HOWELL – The members of the Howell Zoning Board of Adjustment may make a decision regarding a proposed warehouse on Ramtown-Greenville Road when they meet on Aug. 9.
The application of 366 Ramtown-Greenville Road, LLC, and Steven Stefansky, as the applicant and owner, was most recently heard on June 28.
Stefansky is seeking a use variance from the zoning board which if granted would permit the construction of a 20,088-square-foot warehouse and the construction of a 1,614-square-foot loading breezeway that would connect to an existing building at the site.
A use variance is required because Stefansky is proposing to expand a non-conforming use at the property. He is also proposing to use an existing 17,485-square-foot building for warehouse space and office space.

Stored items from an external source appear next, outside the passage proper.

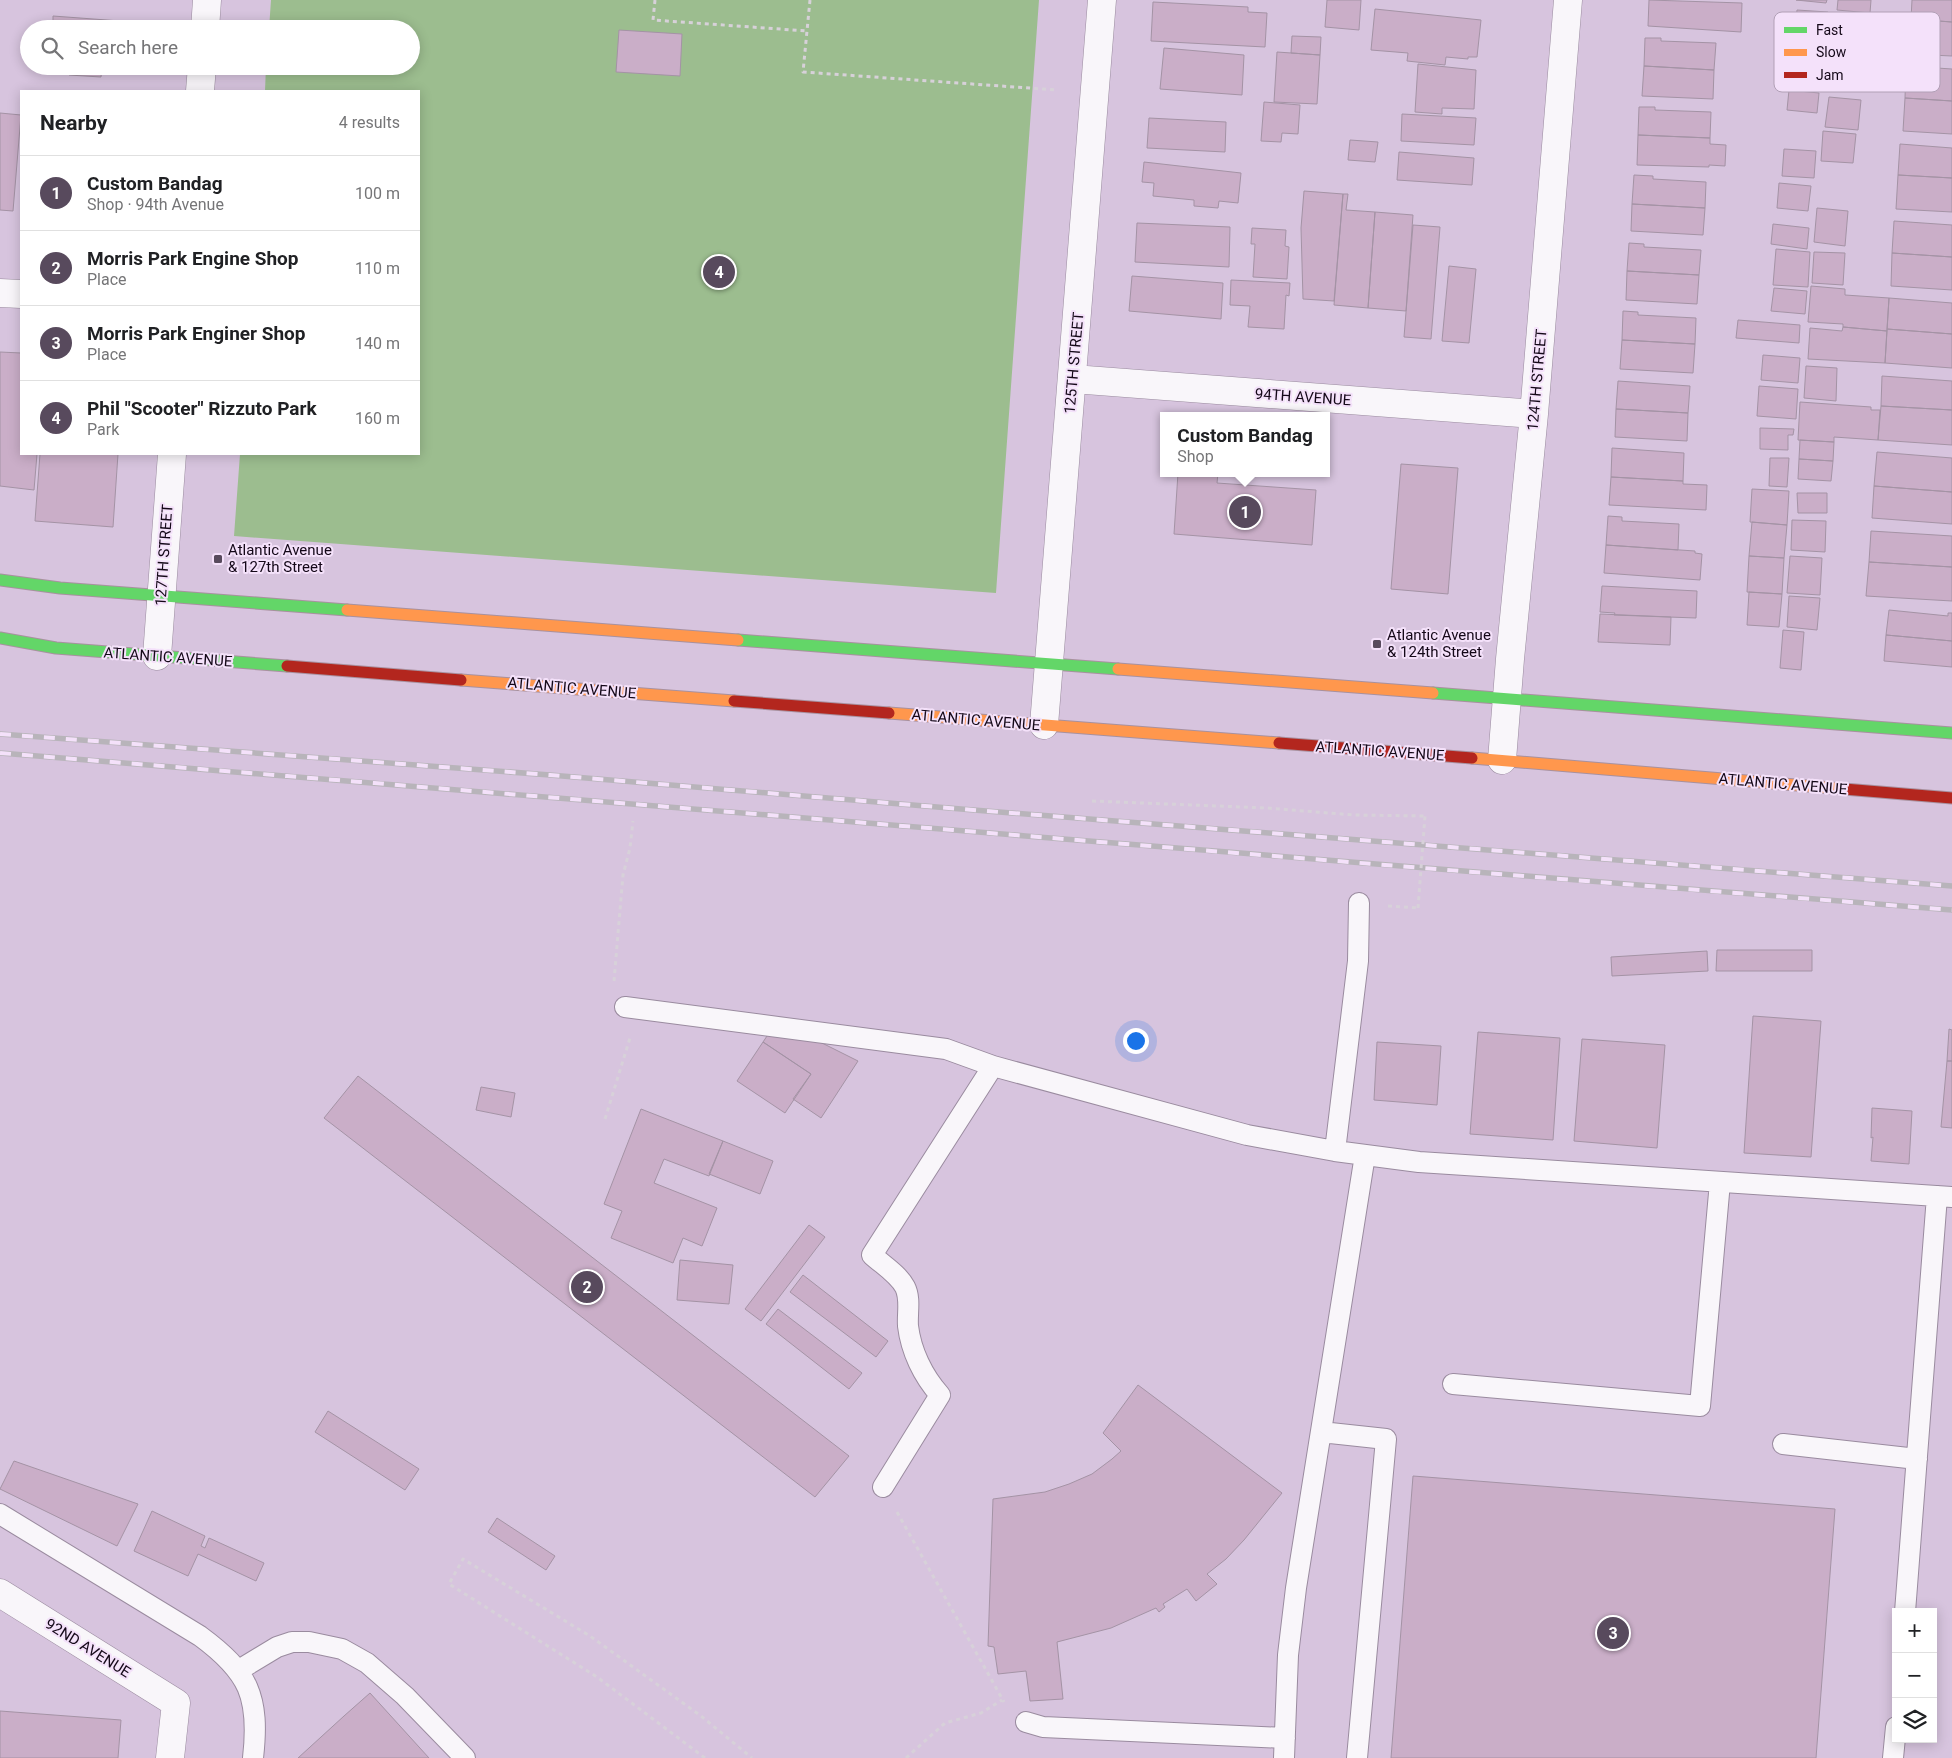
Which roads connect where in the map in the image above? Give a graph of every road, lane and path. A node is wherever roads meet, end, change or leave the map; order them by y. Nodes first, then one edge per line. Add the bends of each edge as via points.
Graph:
1 (208, 0) edge
2 (655, 0) edge
3 (810, 0) edge
4 (1102, 0) edge
5 (1568, 0) edge
6 (206, 20) edge
7 (807, 31) junction
8 (201, 75) edge
9 (200, 90) edge
10 (1057, 90) dead end
11 (0, 292) edge
12 (20, 294) edge
13 (1072, 379) junction
14 (1534, 414) junction
15 (172, 455) edge
16 (0, 580) edge
17 (161, 596) junction
18 (0, 638) edge
19 (157, 656) junction
20 (1049, 664) junction
21 (1508, 699) junction
22 (1044, 725) junction
23 (1952, 733) edge
24 (1502, 760) junction
25 (1952, 798) edge
26 (1092, 801) dead end
27 (633, 820) dead end
28 (630, 848) dead end
29 (1359, 903) dead end
30 (1418, 908) dead end
31 (625, 1007) dead end
32 (993, 1066) junction
33 (1336, 1152) junction
34 (1365, 1155) junction
35 (1720, 1182) junction
36 (1945, 1197) edge
37 (1453, 1384) dead end
38 (1321, 1432) junction
39 (1783, 1444) dead end
40 (1917, 1459) junction
41 (883, 1488) joint
42 (0, 1514) edge
43 (0, 1593) edge
44 (1905, 1608) edge
45 (239, 1670) junction
46 (1002, 1700) junction
47 (1026, 1722) joint
48 (1284, 1738) junction
49 (1894, 1743) edge
50 (170, 1758) edge
51 (253, 1758) edge
52 (465, 1758) edge
53 (705, 1758) edge
54 (752, 1758) edge
55 (906, 1758) edge
56 (1284, 1758) edge
57 (1357, 1758) edge
58 (1893, 1758) edge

Attorney Kenneth Pape and traffic engineer John Rea represented the applicant during the June 28 zoning board meeting.
In his testimony, Rea said, “Ramtown-Greenville Road is a road I would characterize as a collector road. It collects and distributes traffic from various residential subdivisions and commercial properties along the road. It collects and distributes that traffic to … roads such as County Line Road and Newtons Corner Road.”
He said traffic counts were conducted in late October 2019 and early November 2019, prior to the start of the coronavirus pandemic.
Ramtown-Greenville Road “carries a little bit less than 3,000 vehicles per day in two directions near the subject property’s frontage and that squarely puts it in the collector road category. Technically, the capacity of the road to handle traffic is significantly higher than the 3,000 or so vehicles per day. The capacity is probably four or five times that amount; not that (the proposed use) is going to generate that much traffic, but (the road) is operating well within its rated capacity,” Rea said.
During public comment, resident David Esquenazi asked numerous questions, including, “How can we ensure that deliveries come and go toward the south, toward County Line Road, and not north toward Newtons Corner Road?”
Esquenazi asked if there was a restriction that could be put in place to ensure trucks go south toward a traffic light and not north toward a community with children riding bicycles in the area.
Pape said Stefansky indicated that 90% to 95% of his trucks travel south.
“If this board chose to fashion restrictions on turning movements, we would certainly be willing to work with them on that. We find it to be a reasonable requirement,” Pape said.
Esquenazi said he thought certain restrictions would alleviate stress that residents of the area have in connection with the application.
“Everyone here is pretty nervous about all these trucks going up and down Ramtown-Greenville Road,” he said. “That is a major concern for a lot of people in the neighborhood here.”
The zoning board’s professionals said road restrictions would be a reasonable condition and they recommended that if the board members choose to act favorably on the application, that road restrictions would be a condition imposed on the applicant.
“For 50 years, the (existing) building (on the property) was strictly a storage building. It was a storage building for a book publishing company, for a garage door company. It was a warehouse for this, a warehouse for that. It was never a distribution center,” Esquenazi said.
“I implore you to vote this (application) down, to have them build this (project) in a more appropriate location where bigger, more accessible roads are more (suited) for that type of business. You don’t see too many distribution centers in a small community all surrounded by houses,” he said.
The board’s chairman, Wendell Nanson, said the type of use the applicant is proposing is not going away. He said the current operation would stay in the environmentally sensitive area and continue operating as it does at present.
“I want the public to understand that. You have to kind of look at the overall picture here,” Nanson said.
“Here is the problem, Mr. Chairman. It is going to change immensely, it might be the same (use), but there is going to be a lot more of it and quite frankly, the roads you want to do it on cannot handle this,” said Michael Bernstein, who has lived in the area for 17 years.
Bernstein said the amount of truck traffic in the area has increased significantly during the past two years and he asked the board members to deny the application.
Joan Osborne, who chairs the Howell Environmental Commission, said it was her understanding that with zoning restrictions, permitted uses and non-conforming uses, “You (board members) indulge the pre-existing grandfathered use, but you generally don’t try to allow (the use) to expand.
“I would ask for the benefit of the people who live there, it is very much an agricultural rural estate zone, there are not a ton of non-conforming uses in that area. There are schools, there are a lot of children going to the school, to play at, to go to school.
“There is a lot of pedestrian traffic in the area and having a warehouse type of facility in the area would just change the character. I would ask you to not approve this application,” Osborne said.
Other residents also spoke and expressed concern regarding traffic and the proposed project’s impact on the environment, especially in regard to flooding.
The 366 Ramtown-Greenville Road application was carried to the zoning board’s Aug. 9 meeting. Board members said there will be no further public comment or testimony from the applicant; just a summation from the applicant’s attorney and a decision by the board.